═══ Records shown

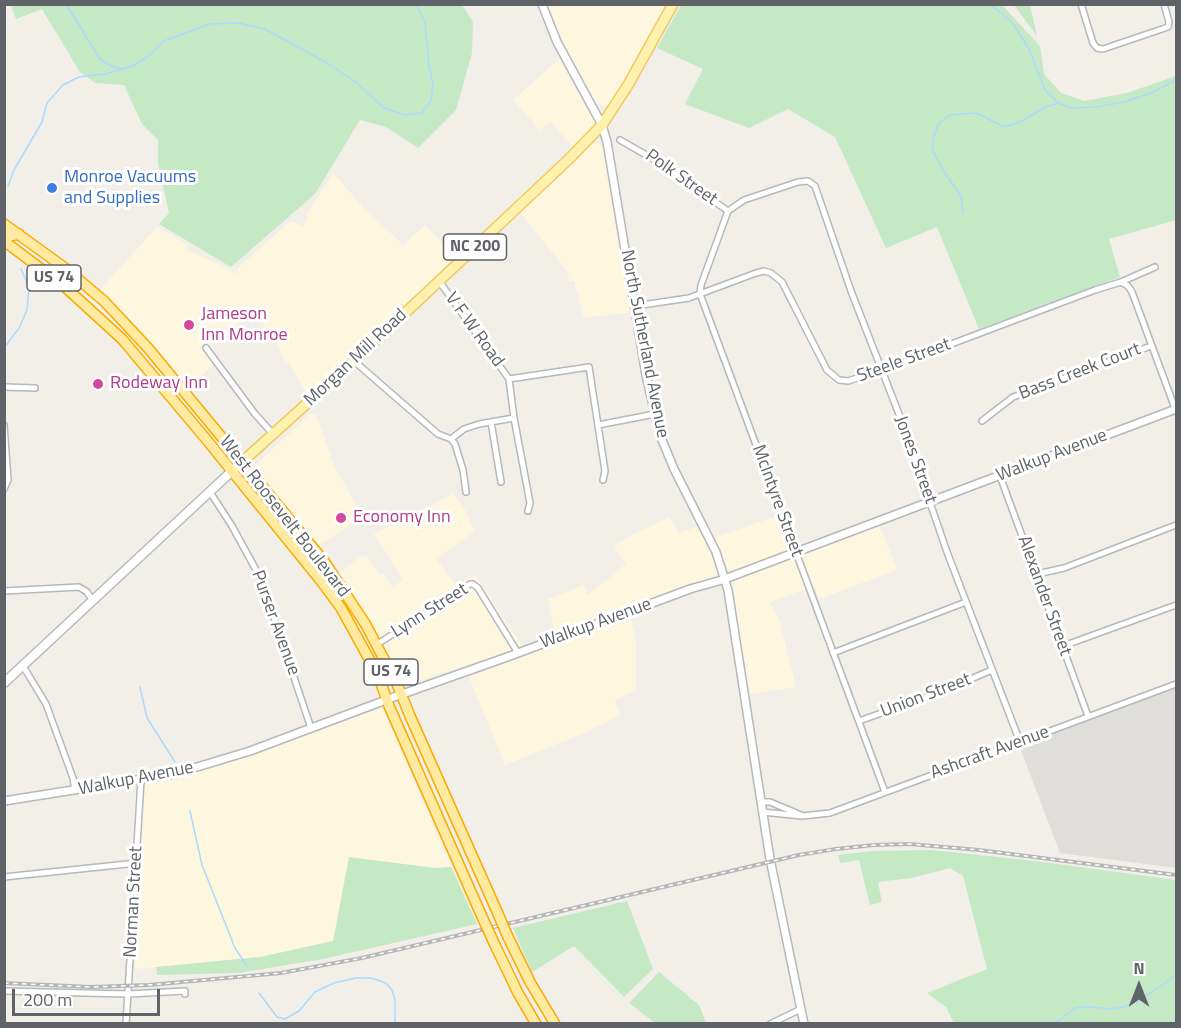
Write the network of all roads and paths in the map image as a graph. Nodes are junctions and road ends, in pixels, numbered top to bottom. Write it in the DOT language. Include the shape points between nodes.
graph roads {
  1 [pos="542,4"];
  2 [pos="673,4"];
  3 [pos="1080,4"];
  4 [pos="1164,4"];
  5 [pos="602,125"];
  6 [pos="620,141"];
  7 [pos="808,182"];
  8 [pos="728,211"];
  9 [pos="4,224"];
  10 [pos="4,233"];
  11 [pos="19,234"];
  12 [pos="4,241"];
  13 [pos="1155,267"];
  14 [pos="439,281"];
  15 [pos="1121,282"];
  16 [pos="700,294"];
  17 [pos="635,306"];
  18 [pos="1151,345"];
  19 [pos="206,348"];
  20 [pos="354,361"];
  21 [pos="882,370"];
  22 [pos="509,379"];
  23 [pos="4,387"];
  24 [pos="35,388"];
  25 [pos="1176,410"];
  26 [pos="655,414"];
  27 [pos="514,418"];
  28 [pos="982,421"];
  29 [pos="491,423"];
  30 [pos="4,425"];
  31 [pos="598,425"];
  32 [pos="273,434"];
  33 [pos="451,439"];
  34 [pos="243,462"];
  35 [pos="232,471"];
  36 [pos="1000,476"];
  37 [pos="603,480"];
  38 [pos="501,482"];
  39 [pos="4,489"];
  40 [pos="210,492"];
  41 [pos="466,492"];
  42 [pos="930,501"];
  43 [pos="528,511"];
  44 [pos="1176,525"];
  45 [pos="796,551"];
  46 [pos="1036,574"];
  47 [pos="725,578"];
  48 [pos="4,591"];
  49 [pos="93,601"];
  50 [pos="966,602"];
  51 [pos="1176,605"];
  52 [pos="376,645"];
  53 [pos="1063,646"];
  54 [pos="518,653"];
  55 [pos="833,653"];
  56 [pos="23,666"];
  57 [pos="992,670"];
  58 [pos="4,683"];
  59 [pos="1176,684"];
  60 [pos="401,694"];
  61 [pos="387,700"];
  62 [pos="1088,716"];
  63 [pos="859,721"];
  64 [pos="311,728"];
  65 [pos="1020,742"];
  66 [pos="141,780"];
  67 [pos="75,791"];
  68 [pos="885,792"];
  69 [pos="4,801"];
  70 [pos="761,802"];
  71 [pos="762,812"];
  72 [pos="802,816"];
  73 [pos="136,863"];
  74 [pos="4,877"];
  75 [pos="4,991"];
  76 [pos="185,992"];
  77 [pos="128,994"];
  78 [pos="801,1009"];
  79 [pos="126,1023"];
  80 [pos="536,1023"];
  81 [pos="555,1023"];
  82 [pos="770,1023"];
  83 [pos="804,1023"];
  1 -- 5 [label="street, North Sutherland Avenue" via="557,42"];
  2 -- 5 [label="main road, Morgan Mill Road / NC 200"];
  3 -- 4 [label="street" via="1094,44 1103,49 1168,27"];
  5 -- 14 [label="main road, Morgan Mill Road / NC 200"];
  5 -- 17 [label="street, North Sutherland Avenue"];
  6 -- 8 [label="street, Polk Street" via="655,160"];
  7 -- 8 [label="street, Polk Street" via="744,200"];
  7 -- 21 [label="street, Jones Street" via="815,186"];
  8 -- 16 [label="street"];
  9 -- 11 [label="highway, West Roosevelt Boulevard / US 74"];
  10 -- 11 [label="highway"];
  11 -- 34 [label="highway, West Roosevelt Boulevard / US 74" via="104,301"];
  12 -- 35 [label="highway, West Roosevelt Boulevard / US 74" via="64,285 122,339"];
  13 -- 15 [label="street, Steele Street"];
  14 -- 20 [label="main road, Morgan Mill Road / NC 200"];
  14 -- 22 [label="street, V F W Road"];
  15 -- 18 [label="street" via="1132,292"];
  15 -- 21 [label="street, Steele Street"];
  16 -- 17 [label="street, Steele Street"];
  16 -- 21 [label="street, Steele Street" via="756,273 771,273 782,282 832,375 848,381"];
  16 -- 45 [label="street, McIntyre Street"];
  17 -- 26 [label="street, North Sutherland Avenue"];
  18 -- 25 [label="street"];
  18 -- 28 [label="street, Bass Creek Court" via="1013,397"];
  19 -- 32 [label="street"];
  20 -- 32 [label="main road, Morgan Mill Road / NC 200"];
  20 -- 33 [label="street" via="438,434"];
  21 -- 42 [label="street, Jones Street"];
  22 -- 27 [label="street"];
  22 -- 31 [label="street" via="589,367"];
  23 -- 24 [label="street"];
  25 -- 36 [label="street, Walkup Avenue"];
  26 -- 31 [label="street"];
  26 -- 47 [label="street, North Sutherland Avenue" via="664,447"];
  27 -- 29 [label="street"];
  27 -- 43 [label="street" via="530,503"];
  29 -- 33 [label="street" via="465,429"];
  29 -- 38 [label="street"];
  30 -- 39 [label="street" via="8,480"];
  31 -- 37 [label="street"];
  32 -- 34 [label="main road, Morgan Mill Road / NC 200"];
  33 -- 41 [label="street" via="463,470"];
  34 -- 35 [label="main road, Morgan Mill Road / NC 200"];
  34 -- 52 [label="highway, West Roosevelt Boulevard / US 74" via="324,561"];
  35 -- 40 [label="main road, Morgan Mill Road"];
  35 -- 61 [label="highway, West Roosevelt Boulevard / US 74" via="340,608"];
  36 -- 42 [label="street, Walkup Avenue"];
  36 -- 46 [label="street, Alexander Street"];
  40 -- 49 [label="main road, Morgan Mill Road"];
  40 -- 64 [label="street, Purser Avenue" via="261,579"];
  42 -- 45 [label="street, Walkup Avenue"];
  42 -- 50 [label="street, Jones Street"];
  44 -- 46 [label="street" via="1064,568"];
  45 -- 47 [label="street, Walkup Avenue"];
  45 -- 55 [label="street, McIntyre Street"];
  46 -- 53 [label="street, Alexander Street"];
  47 -- 54 [label="street, Walkup Avenue"];
  47 -- 70 [label="street, North Sutherland Avenue"];
  48 -- 49 [label="street" via="79,587"];
  49 -- 56 [label="main road, Morgan Mill Road"];
  50 -- 55 [label="street"];
  50 -- 57 [label="street, Jones Street"];
  51 -- 53 [label="street"];
  52 -- 54 [label="street, Lynn Street" via="473,584"];
  52 -- 60 [label="highway, West Roosevelt Boulevard / US 74"];
  53 -- 62 [label="street, Alexander Street"];
  54 -- 60 [label="street, Walkup Avenue"];
  55 -- 63 [label="street, McIntyre Street"];
  56 -- 58 [label="main road, Morgan Mill Road"];
  56 -- 67 [label="street" via="46,704"];
  57 -- 63 [label="street, Union Street"];
  57 -- 65 [label="street, Jones Street"];
  59 -- 62 [label="street, Ashcraft Avenue"];
  60 -- 61 [label="street, Walkup Avenue"];
  60 -- 81 [label="highway, West Roosevelt Boulevard / US 74, bridge" via="508,937"];
  61 -- 64 [label="street, Walkup Avenue"];
  61 -- 80 [label="highway, West Roosevelt Boulevard / US 74, bridge" via="494,943"];
  62 -- 65 [label="street, Ashcraft Avenue"];
  63 -- 68 [label="street, McIntyre Street"];
  64 -- 66 [label="street, Walkup Avenue" via="192,770"];
  65 -- 68 [label="street, Ashcraft Avenue"];
  66 -- 67 [label="street, Walkup Avenue"];
  66 -- 73 [label="street, Norman Street"];
  67 -- 69 [label="street, Walkup Avenue"];
  68 -- 72 [label="street, Ashcraft Avenue" via="830,813"];
  70 -- 71 [label="street, North Sutherland Avenue"];
  70 -- 72 [label="street"];
  71 -- 72 [label="street, Ashcraft Avenue"];
  71 -- 78 [label="street, North Sutherland Avenue"];
  73 -- 74 [label="street"];
  73 -- 77 [label="street, Norman Street"];
  75 -- 77 [label="street"];
  76 -- 77 [label="street"];
  77 -- 79 [label="street, Norman Street"];
  78 -- 82 [label="street"];
  78 -- 83 [label="street, North Sutherland Avenue"];
}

══════

Required action
Lines from the records above that hold "Steele" are the ones to list.

Result
  13 -- 15 [label="street, Steele Street"];
  15 -- 21 [label="street, Steele Street"];
  16 -- 17 [label="street, Steele Street"];
  16 -- 21 [label="street, Steele Street" via="756,273 771,273 782,282 832,375 848,381"];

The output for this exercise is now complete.